▶ **WORK ITEM**
Leave the pictures out. Return the rest of the listing below exactly.

##########

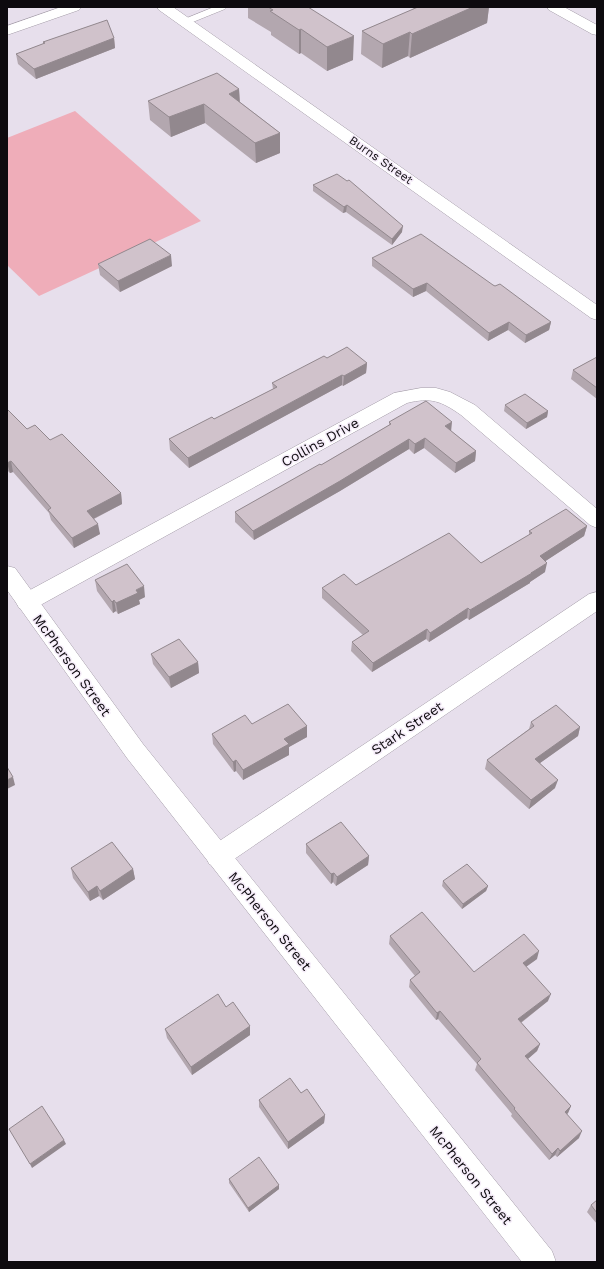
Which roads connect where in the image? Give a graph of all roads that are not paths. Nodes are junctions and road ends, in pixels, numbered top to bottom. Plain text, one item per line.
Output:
1 (74, 7) edge
2 (164, 7) edge
3 (222, 7) edge
4 (554, 7) edge
5 (185, 22) junction
6 (7, 30) edge
7 (597, 31) edge
8 (597, 314) edge
9 (597, 520) edge
10 (7, 574) edge
11 (597, 600) edge
12 (27, 602) junction
13 (218, 856) junction
14 (541, 1262) edge

1 - 6 street
2 - 5 street, Burns Street
3 - 5 lane
4 - 7 street
5 - 8 street, Burns Street
9 - 12 street, Collins Drive
10 - 12 street, McPherson Street
11 - 13 street, Stark Street
12 - 13 street, McPherson Street
13 - 14 street, McPherson Street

##########

▶ **SOLUTION TO THIS EXERCISE**
Which roads connect where in the image? Give a graph of all roads that are not paths. Nodes are junctions and road ends, in pixels, numbered top to bottom. Plain text, one item per line.
Output:
1 (74, 7) edge
2 (164, 7) edge
3 (222, 7) edge
4 (554, 7) edge
5 (185, 22) junction
6 (7, 30) edge
7 (597, 31) edge
8 (597, 314) edge
9 (597, 520) edge
10 (7, 574) edge
11 (597, 600) edge
12 (27, 602) junction
13 (218, 856) junction
14 (541, 1262) edge

1 - 6 street
2 - 5 street, Burns Street
3 - 5 lane
4 - 7 street
5 - 8 street, Burns Street
9 - 12 street, Collins Drive
10 - 12 street, McPherson Street
11 - 13 street, Stark Street
12 - 13 street, McPherson Street
13 - 14 street, McPherson Street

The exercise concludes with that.